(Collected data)
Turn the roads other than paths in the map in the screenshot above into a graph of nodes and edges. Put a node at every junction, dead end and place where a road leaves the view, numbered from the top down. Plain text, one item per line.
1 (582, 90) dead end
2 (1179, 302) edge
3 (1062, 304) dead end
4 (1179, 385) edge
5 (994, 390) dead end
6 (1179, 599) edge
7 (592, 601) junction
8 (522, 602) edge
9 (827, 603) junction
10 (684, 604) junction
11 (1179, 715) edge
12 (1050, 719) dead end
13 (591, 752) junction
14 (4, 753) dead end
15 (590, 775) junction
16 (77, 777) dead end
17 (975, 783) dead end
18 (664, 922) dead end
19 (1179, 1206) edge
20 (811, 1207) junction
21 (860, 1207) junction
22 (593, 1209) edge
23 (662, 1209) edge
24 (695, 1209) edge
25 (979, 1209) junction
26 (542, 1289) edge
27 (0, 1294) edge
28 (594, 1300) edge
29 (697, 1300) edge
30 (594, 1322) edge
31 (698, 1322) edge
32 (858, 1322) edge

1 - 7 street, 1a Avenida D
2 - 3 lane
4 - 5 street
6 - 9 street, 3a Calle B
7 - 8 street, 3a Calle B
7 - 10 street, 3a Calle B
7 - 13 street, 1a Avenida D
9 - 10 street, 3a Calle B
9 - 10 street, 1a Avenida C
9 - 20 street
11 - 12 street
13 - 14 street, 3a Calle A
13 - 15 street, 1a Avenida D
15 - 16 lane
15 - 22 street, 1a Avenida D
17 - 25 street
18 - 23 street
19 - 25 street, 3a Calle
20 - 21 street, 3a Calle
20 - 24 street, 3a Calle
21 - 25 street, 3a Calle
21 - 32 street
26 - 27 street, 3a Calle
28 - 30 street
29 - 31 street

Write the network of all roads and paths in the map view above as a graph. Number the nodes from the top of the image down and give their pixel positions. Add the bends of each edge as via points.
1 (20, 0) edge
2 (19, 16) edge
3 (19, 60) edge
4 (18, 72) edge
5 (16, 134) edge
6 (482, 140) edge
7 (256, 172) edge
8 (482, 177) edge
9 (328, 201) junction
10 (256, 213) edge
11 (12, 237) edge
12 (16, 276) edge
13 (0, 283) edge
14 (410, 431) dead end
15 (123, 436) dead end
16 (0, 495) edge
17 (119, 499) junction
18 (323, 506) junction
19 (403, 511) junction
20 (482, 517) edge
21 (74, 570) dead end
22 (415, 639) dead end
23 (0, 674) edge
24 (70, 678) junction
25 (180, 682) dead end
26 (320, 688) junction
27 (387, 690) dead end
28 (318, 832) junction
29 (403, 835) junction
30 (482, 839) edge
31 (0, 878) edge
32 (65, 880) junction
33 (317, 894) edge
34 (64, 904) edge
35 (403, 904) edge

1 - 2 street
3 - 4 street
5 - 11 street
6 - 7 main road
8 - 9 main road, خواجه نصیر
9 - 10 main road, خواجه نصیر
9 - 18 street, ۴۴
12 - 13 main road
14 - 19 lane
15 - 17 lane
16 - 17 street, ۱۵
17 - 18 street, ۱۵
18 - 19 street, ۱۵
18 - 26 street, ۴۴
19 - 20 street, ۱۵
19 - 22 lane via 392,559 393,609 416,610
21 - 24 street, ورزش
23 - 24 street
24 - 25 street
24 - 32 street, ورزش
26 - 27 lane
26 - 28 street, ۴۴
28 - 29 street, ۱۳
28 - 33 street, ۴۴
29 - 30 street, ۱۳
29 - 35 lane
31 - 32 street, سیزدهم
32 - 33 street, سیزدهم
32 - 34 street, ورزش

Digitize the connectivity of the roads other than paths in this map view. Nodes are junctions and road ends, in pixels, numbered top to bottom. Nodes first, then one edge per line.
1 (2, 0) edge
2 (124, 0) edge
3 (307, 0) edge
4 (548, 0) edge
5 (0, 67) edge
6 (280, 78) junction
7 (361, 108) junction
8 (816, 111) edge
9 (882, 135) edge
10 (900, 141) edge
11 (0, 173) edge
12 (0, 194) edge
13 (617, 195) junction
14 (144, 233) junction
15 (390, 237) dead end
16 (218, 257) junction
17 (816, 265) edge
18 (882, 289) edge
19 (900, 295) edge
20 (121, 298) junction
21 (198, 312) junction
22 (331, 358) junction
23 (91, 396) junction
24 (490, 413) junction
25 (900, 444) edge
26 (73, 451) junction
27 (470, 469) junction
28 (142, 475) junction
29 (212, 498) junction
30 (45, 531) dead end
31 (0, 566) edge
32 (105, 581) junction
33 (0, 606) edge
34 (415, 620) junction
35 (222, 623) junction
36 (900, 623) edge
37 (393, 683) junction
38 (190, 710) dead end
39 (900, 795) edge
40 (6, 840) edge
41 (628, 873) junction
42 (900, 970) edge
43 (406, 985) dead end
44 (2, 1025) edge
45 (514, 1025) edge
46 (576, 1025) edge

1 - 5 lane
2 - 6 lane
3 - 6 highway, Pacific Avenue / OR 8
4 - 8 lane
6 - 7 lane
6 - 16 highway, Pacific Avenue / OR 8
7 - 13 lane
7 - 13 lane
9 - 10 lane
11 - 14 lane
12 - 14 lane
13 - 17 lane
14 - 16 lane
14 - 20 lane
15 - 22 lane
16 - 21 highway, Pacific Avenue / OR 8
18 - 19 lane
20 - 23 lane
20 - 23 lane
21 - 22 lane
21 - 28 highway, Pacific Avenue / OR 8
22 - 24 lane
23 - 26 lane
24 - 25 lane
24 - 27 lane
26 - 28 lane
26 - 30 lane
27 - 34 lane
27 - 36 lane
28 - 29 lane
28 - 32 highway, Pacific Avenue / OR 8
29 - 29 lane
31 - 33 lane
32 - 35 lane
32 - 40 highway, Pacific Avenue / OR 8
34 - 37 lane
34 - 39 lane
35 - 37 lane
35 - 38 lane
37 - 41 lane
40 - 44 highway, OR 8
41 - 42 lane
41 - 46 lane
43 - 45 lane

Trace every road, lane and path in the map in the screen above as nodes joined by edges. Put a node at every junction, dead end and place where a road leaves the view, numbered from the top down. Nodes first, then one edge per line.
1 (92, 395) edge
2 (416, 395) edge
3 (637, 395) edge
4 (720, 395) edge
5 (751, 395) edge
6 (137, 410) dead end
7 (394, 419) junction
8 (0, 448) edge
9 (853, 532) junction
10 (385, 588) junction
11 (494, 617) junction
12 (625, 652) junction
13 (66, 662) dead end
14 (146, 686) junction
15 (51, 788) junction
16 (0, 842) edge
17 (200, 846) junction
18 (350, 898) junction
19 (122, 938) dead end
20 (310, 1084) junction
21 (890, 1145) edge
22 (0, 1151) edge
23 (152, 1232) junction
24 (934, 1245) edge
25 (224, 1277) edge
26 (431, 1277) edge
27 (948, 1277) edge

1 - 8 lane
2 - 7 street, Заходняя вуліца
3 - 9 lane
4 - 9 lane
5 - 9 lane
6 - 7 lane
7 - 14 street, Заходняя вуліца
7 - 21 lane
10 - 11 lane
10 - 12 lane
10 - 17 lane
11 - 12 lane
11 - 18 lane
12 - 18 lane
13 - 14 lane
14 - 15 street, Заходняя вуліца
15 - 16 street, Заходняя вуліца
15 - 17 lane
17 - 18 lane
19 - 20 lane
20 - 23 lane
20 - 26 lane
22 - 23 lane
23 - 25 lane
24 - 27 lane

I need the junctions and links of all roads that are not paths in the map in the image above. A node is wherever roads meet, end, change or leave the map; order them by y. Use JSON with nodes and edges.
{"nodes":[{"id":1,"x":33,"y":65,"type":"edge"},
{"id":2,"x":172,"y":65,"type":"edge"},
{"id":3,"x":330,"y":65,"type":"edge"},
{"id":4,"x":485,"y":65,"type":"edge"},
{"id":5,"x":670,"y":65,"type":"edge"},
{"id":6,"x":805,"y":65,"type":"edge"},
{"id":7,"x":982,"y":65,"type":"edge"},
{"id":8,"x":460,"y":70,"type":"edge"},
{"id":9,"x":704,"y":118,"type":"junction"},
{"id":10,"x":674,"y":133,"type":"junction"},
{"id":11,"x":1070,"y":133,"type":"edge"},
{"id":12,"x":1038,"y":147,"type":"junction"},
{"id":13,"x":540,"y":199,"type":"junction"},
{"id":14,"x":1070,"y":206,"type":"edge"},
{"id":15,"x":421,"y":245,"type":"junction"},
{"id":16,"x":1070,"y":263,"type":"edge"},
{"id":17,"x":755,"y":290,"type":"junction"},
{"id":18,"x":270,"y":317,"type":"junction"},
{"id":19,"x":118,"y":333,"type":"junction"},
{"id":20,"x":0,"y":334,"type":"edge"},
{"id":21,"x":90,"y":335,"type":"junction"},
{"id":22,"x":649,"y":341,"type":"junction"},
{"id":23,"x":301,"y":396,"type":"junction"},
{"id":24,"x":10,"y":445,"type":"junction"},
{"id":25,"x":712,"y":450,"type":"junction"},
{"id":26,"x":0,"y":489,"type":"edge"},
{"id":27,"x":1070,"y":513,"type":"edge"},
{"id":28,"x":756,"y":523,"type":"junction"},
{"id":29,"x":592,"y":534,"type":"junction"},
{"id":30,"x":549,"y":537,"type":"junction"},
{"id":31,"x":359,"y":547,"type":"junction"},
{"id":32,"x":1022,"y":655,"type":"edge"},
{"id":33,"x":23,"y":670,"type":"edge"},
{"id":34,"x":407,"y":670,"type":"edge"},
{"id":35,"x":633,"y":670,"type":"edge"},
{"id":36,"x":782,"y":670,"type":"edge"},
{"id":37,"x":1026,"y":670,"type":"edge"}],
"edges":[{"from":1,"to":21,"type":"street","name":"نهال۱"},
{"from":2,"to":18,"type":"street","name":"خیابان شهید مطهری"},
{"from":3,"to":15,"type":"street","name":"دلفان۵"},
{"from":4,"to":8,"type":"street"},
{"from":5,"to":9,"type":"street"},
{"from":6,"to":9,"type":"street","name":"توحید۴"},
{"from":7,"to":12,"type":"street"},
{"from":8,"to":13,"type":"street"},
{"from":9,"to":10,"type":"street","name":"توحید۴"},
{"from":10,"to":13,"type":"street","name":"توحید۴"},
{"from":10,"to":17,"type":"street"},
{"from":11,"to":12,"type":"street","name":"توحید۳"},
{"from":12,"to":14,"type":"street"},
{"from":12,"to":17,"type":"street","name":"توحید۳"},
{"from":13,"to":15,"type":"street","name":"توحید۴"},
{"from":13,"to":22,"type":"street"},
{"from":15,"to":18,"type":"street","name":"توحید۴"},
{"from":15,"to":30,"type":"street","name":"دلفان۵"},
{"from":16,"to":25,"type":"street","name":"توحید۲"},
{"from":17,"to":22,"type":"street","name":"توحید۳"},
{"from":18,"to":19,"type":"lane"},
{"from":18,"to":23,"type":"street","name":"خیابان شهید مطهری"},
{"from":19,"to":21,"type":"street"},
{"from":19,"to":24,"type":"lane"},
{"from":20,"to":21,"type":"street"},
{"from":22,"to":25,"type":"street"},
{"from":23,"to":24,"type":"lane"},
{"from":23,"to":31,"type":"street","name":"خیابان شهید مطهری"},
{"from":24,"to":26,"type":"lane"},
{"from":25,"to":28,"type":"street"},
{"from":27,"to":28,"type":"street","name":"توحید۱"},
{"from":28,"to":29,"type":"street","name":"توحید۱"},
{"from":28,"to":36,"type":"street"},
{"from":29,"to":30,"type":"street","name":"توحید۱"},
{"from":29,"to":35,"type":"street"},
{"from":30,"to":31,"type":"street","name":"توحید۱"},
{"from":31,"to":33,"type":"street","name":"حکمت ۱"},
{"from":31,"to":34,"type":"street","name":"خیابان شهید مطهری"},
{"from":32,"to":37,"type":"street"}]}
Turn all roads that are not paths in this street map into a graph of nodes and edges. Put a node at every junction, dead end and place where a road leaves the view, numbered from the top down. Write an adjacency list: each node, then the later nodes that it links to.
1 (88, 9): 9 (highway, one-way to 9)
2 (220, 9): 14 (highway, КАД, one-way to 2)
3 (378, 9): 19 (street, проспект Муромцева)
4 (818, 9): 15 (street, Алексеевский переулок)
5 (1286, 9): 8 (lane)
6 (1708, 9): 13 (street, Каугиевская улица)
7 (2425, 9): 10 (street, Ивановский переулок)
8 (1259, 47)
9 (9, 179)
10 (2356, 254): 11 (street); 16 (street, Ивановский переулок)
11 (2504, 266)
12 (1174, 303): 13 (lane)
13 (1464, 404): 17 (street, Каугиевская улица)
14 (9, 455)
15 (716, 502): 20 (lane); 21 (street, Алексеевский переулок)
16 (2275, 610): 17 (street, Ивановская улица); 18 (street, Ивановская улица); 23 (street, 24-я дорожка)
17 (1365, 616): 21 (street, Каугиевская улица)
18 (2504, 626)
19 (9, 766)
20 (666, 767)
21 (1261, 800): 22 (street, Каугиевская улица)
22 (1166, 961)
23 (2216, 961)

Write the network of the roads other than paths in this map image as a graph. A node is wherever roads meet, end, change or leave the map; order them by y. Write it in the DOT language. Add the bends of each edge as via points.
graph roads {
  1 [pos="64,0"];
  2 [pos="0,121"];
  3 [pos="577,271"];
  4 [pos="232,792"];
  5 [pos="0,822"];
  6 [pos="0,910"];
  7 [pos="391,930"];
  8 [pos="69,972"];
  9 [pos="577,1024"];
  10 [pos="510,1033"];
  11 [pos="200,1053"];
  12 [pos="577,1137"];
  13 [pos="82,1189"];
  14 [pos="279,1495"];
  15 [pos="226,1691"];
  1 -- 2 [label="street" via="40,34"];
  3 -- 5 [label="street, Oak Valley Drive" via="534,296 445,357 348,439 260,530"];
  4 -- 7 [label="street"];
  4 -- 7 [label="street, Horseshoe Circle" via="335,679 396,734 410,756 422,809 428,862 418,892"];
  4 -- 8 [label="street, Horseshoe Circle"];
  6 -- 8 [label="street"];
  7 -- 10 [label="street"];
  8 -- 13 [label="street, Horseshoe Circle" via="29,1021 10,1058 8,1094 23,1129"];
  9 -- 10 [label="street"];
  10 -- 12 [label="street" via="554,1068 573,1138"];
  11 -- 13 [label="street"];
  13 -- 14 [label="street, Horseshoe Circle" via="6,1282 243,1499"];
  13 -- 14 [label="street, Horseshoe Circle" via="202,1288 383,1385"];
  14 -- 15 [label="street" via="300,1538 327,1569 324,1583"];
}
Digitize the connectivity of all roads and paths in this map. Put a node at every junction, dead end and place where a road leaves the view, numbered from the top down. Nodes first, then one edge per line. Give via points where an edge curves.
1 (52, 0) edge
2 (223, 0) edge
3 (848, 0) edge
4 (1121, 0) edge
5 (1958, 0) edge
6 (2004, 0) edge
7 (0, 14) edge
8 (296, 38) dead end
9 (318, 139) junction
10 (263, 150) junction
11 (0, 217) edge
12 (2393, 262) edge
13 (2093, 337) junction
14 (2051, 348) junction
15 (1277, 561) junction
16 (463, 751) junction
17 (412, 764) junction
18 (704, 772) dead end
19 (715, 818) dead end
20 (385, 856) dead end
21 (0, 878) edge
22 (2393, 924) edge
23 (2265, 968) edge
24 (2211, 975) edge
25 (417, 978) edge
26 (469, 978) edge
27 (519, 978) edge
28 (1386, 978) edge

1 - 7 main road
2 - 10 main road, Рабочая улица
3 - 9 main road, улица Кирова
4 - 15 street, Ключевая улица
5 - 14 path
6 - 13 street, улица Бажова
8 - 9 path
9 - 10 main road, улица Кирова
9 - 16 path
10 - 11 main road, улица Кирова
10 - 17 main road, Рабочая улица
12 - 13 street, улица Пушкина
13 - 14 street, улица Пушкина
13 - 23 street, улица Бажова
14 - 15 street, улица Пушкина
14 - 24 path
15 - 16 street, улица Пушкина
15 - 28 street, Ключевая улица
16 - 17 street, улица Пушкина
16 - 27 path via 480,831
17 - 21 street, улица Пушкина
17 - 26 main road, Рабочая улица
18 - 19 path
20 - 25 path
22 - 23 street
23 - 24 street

ABOUT THIS TASK
Show every line in the records above that contains the word "Calle".

RESPONSE AREA
6 - 9 street, 3a Calle B
7 - 8 street, 3a Calle B
7 - 10 street, 3a Calle B
9 - 10 street, 3a Calle B
13 - 14 street, 3a Calle A
19 - 25 street, 3a Calle
20 - 21 street, 3a Calle
20 - 24 street, 3a Calle
21 - 25 street, 3a Calle
26 - 27 street, 3a Calle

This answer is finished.